Voilà pourquoi j'ai été bouleversée d'apprendre que le ministère des Pêches et des Océans réduisait son budget des sciences de plus de 17 millions de dollars. De plus, le ministère a annoncé qu'il ne financerait plus le Conseil pour la conservation des ressources halieutiques et qu'il mettrait en œuvre des cycles pluriannuels de quotas pour toutes les pêches.

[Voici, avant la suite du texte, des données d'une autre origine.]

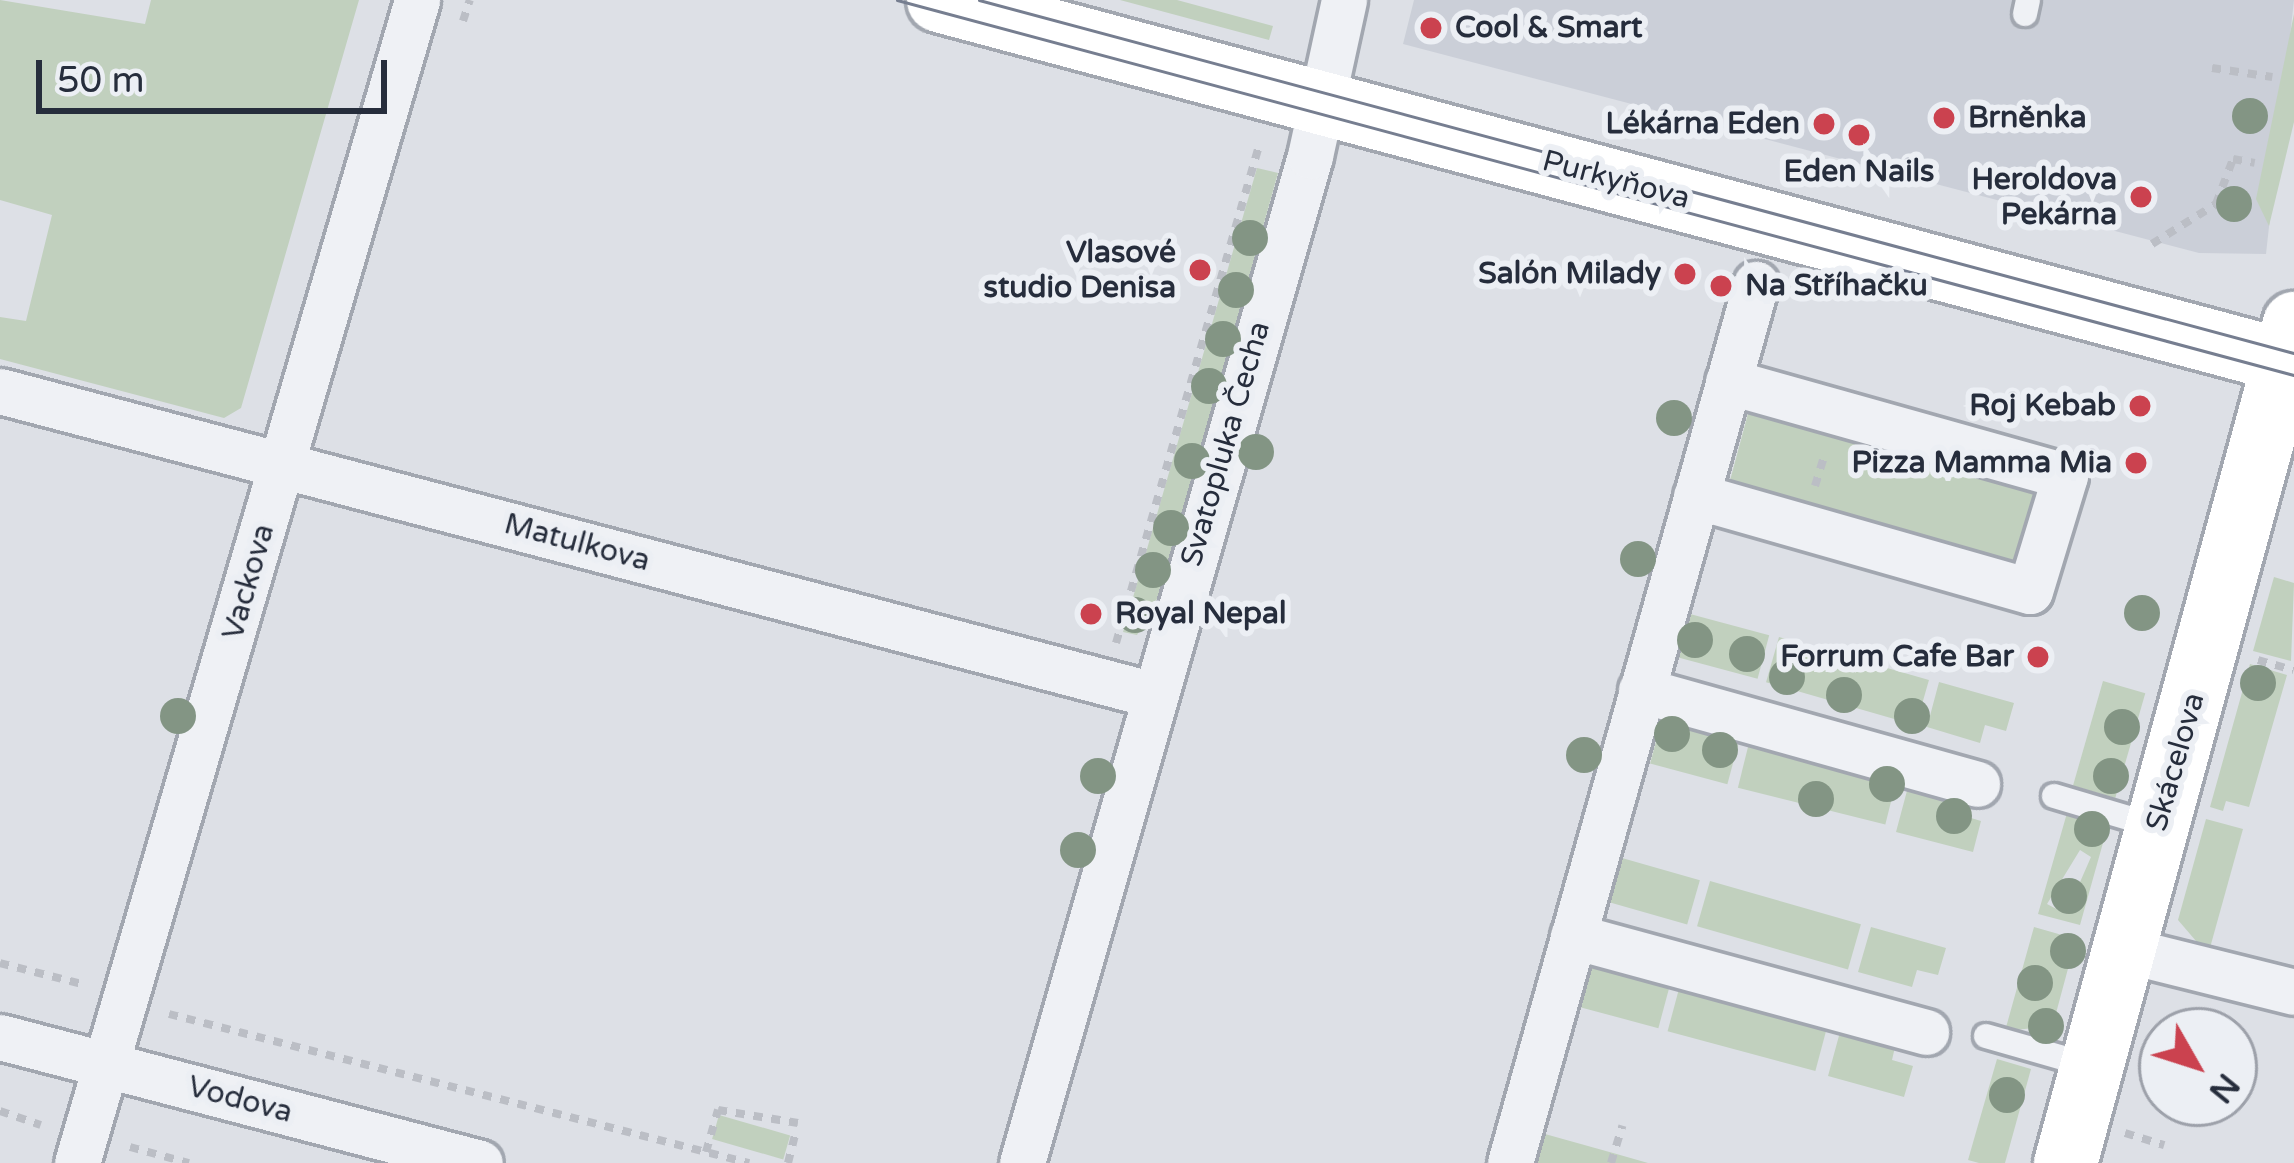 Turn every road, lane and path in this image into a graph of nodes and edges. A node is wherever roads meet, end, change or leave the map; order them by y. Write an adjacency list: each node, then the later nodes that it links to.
1 (417, 0): 17 (street, Vackova)
2 (938, 0): 6 (street, Purkyňova)
3 (1344, 0): 6 (street, Svatopluka Čecha)
4 (2212, 68): 5 (path)
5 (2272, 76)
6 (1318, 101): 13 (street, Purkyňova); 24 (street, Svatopluka Čecha)
7 (1259, 142): 20 (path)
8 (2255, 163): 11 (path)
9 (2008, 195): 10 (path)
10 (2006, 206)
11 (2152, 244)
12 (1756, 284): 14 (street)
13 (2291, 349): 27 (street, Skácelova)
14 (1728, 381): 16 (street); 18 (street)
15 (0, 391): 17 (street, Matulkova)
16 (1838, 413): 18 (street); 19 (path)
17 (283, 466): 24 (street, Matulkova); 37 (street, Vackova)
18 (1696, 496): 23 (street)
19 (1808, 509)
20 (1093, 644)
21 (2251, 658): 22 (path)
22 (2294, 670)
23 (1641, 690): 25 (street); 28 (street)
24 (1154, 695): 49 (street, Svatopluka Čecha)
25 (1976, 784)
26 (2054, 796): 27 (lane)
27 (2157, 827): 29 (street, Skácelova)
28 (1573, 935): 34 (street); 50 (street)
29 (2122, 949): 32 (street); 38 (street, Skácelova)
30 (88, 962): 31 (path)
31 (0, 963)
32 (2294, 992)
33 (172, 1003): 43 (path)
34 (1926, 1032)
35 (1986, 1036): 38 (lane)
36 (0, 1037): 37 (street, Vodova)
37 (106, 1065): 44 (street, Vackova); 46 (street, Vodova)
38 (2091, 1066): 52 (street, Skácelova)
39 (0, 1111): 40 (path)
40 (42, 1122)
41 (1622, 1126): 51 (path)
42 (130, 1147): 45 (path)
43 (706, 1151): 47 (path); 48 (path)
44 (77, 1163)
45 (189, 1163)
46 (480, 1163)
47 (748, 1163)
48 (788, 1163)
49 (1022, 1163)
50 (1510, 1163)
51 (1611, 1163)
52 (2065, 1163) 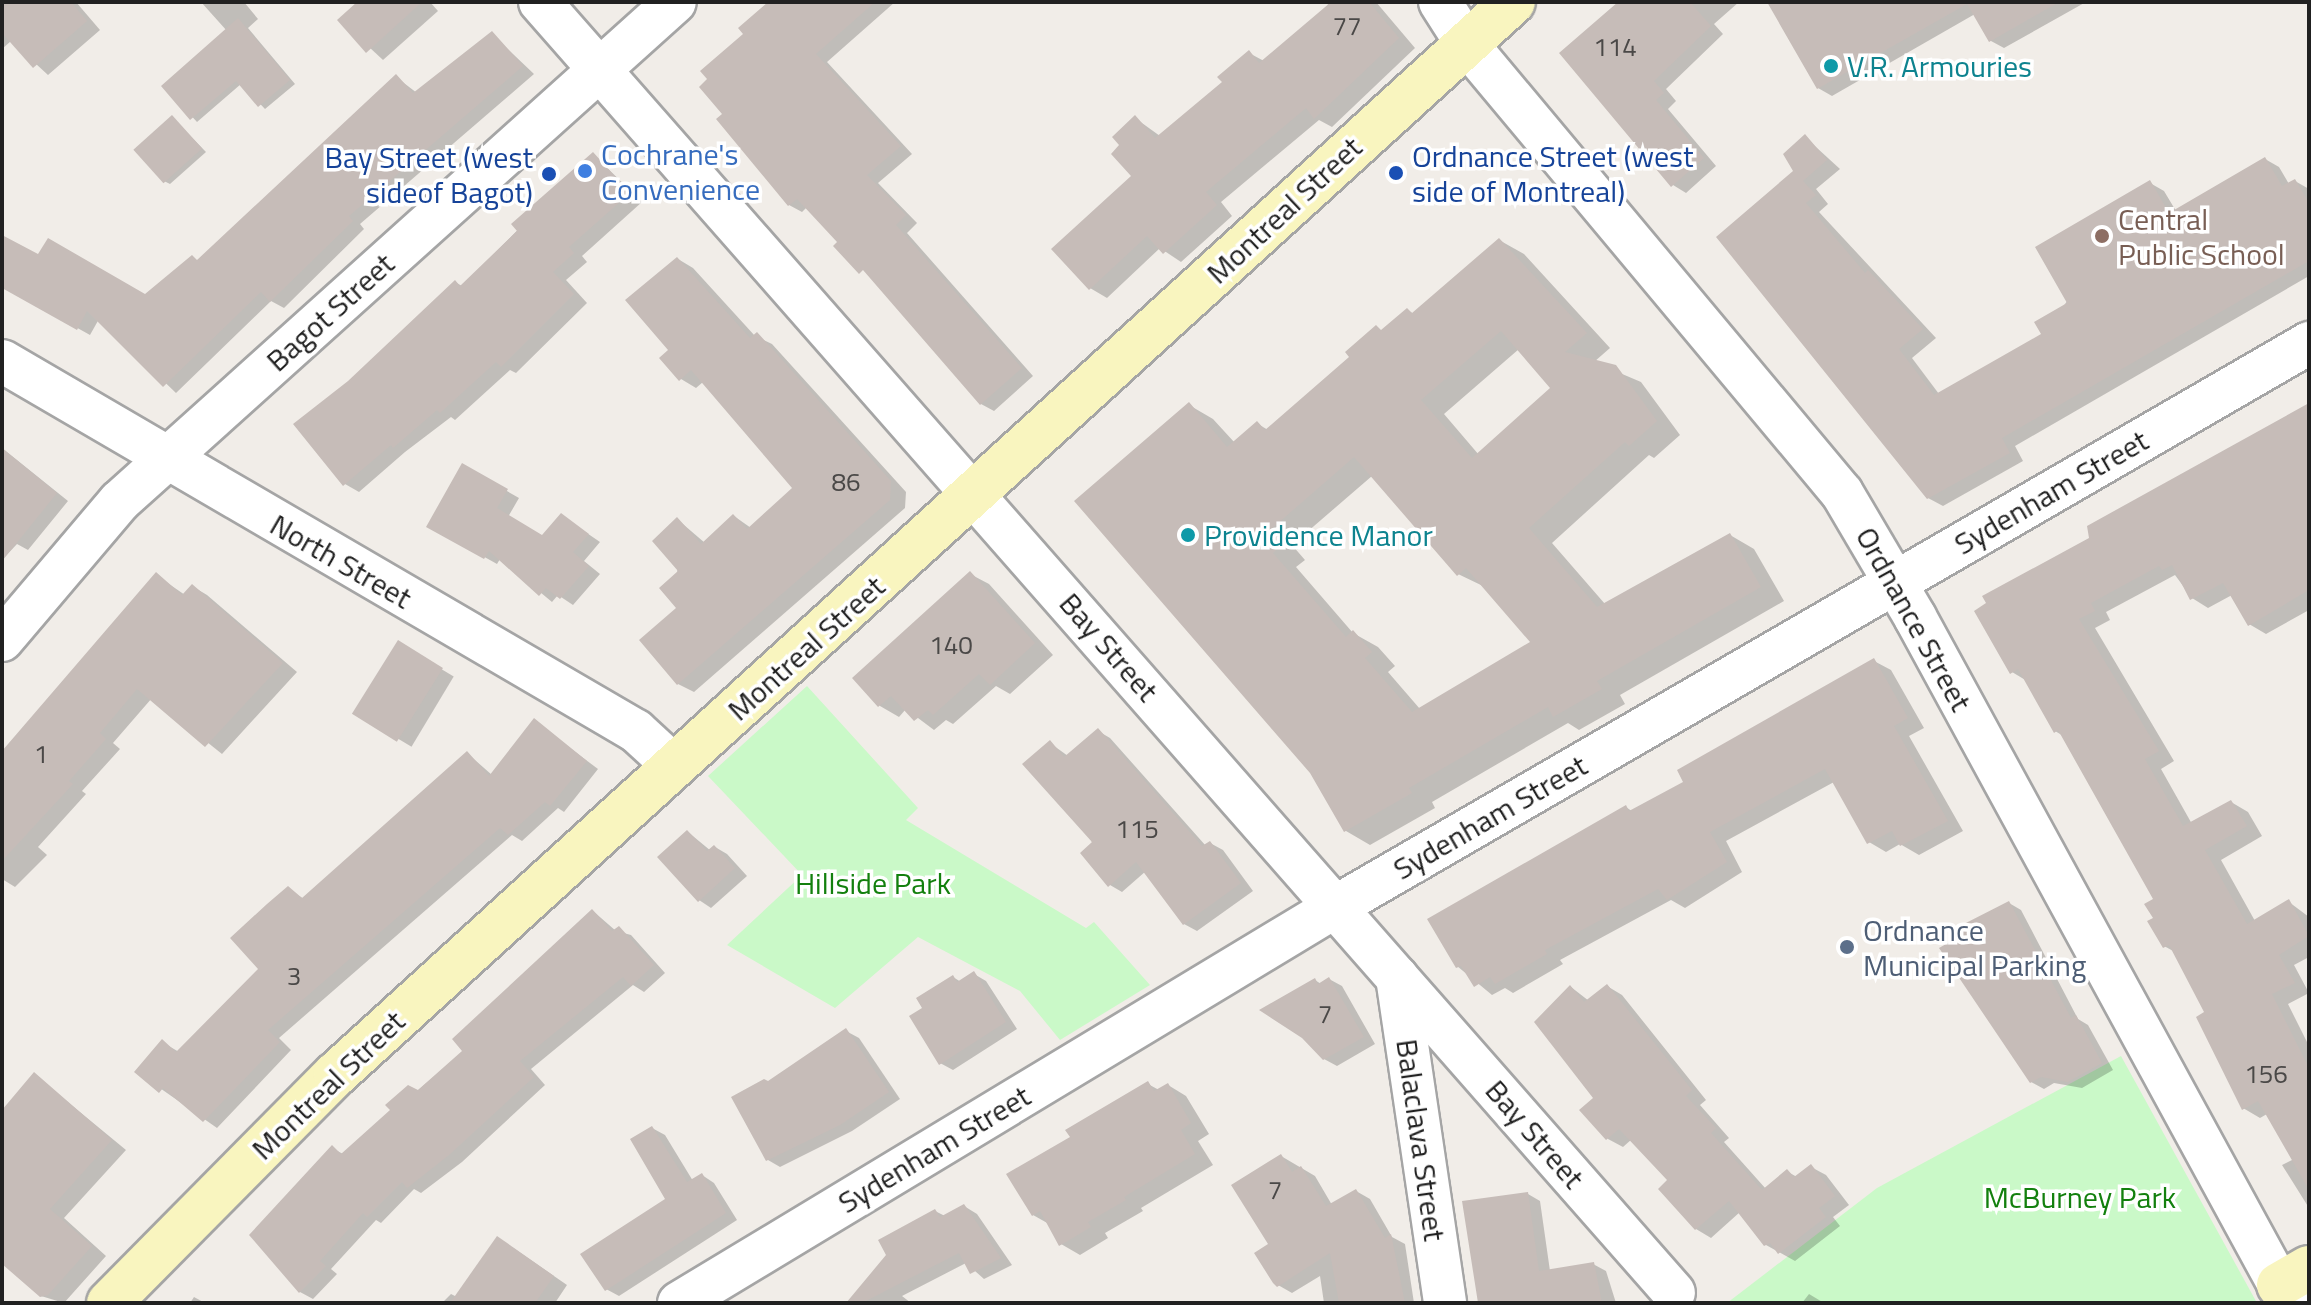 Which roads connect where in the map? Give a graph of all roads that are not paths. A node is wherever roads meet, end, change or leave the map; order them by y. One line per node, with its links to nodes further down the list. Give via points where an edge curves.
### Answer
1 (540, 2): 6 (street, Bay Street)
2 (675, 2): 6 (street, Bagot Street)
3 (1440, 2): 5 (street, Ordnance Street)
4 (1513, 2): 5 (main road, Montreal Street)
5 (1466, 43): 10 (main road, Montreal Street); 11 (street, Ordnance Street, via 1842,493)
6 (599, 70): 9 (street, Bagot Street); 10 (street, Bay Street)
7 (2309, 343): 11 (street, Sydenham Street)
8 (2, 361): 9 (street, North Street)
9 (167, 460): 12 (street, Bagot Street, via 120,501); 13 (street, North Street, via 636,731)
10 (977, 494): 13 (main road, Montreal Street); 14 (street, Bay Street)
11 (1895, 581): 14 (street, Sydenham Street); 16 (street, Ordnance Street)
12 (2, 640)
13 (674, 766): 18 (main road, Montreal Street, via 336,1074)
14 (1335, 907): 15 (street, Bay Street); 19 (street, Sydenham Street)
15 (1397, 977): 17 (street, Bay Street); 20 (street, Balaclava Street)
16 (2292, 1285)
17 (1674, 1293)
18 (109, 1303)
19 (679, 1303)
20 (1445, 1303)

Le Conseil pour la conservation des ressources halieutiques a été créé en vue d'établir un partenariat entre les scientifiques et les universitaires, d'une part, et tous les secteurs de l'industrie de la pêche, de l'autre. Il a formulé des recommandations publiques à l'intention du ministre au sujet des mesures et des stratégies de conservation à long terme. Son objectif était d'aider le gouvernement à atteindre ses objectifs économiques, sociaux et de conservation liés aux pêches, y compris la reconstitution des stocks à un niveau optimal. Cette source essentielle de conseils scientifiques, ce porte-parole des pêcheurs n'existe plus.
Comment le gouvernement peut-il garantir la durabilité future des ressources marines du Canada s'il n'est pas disposé à financer les études scientifiques sur lesquelles il devrait se fonder pour prendre ses décisions stratégiques?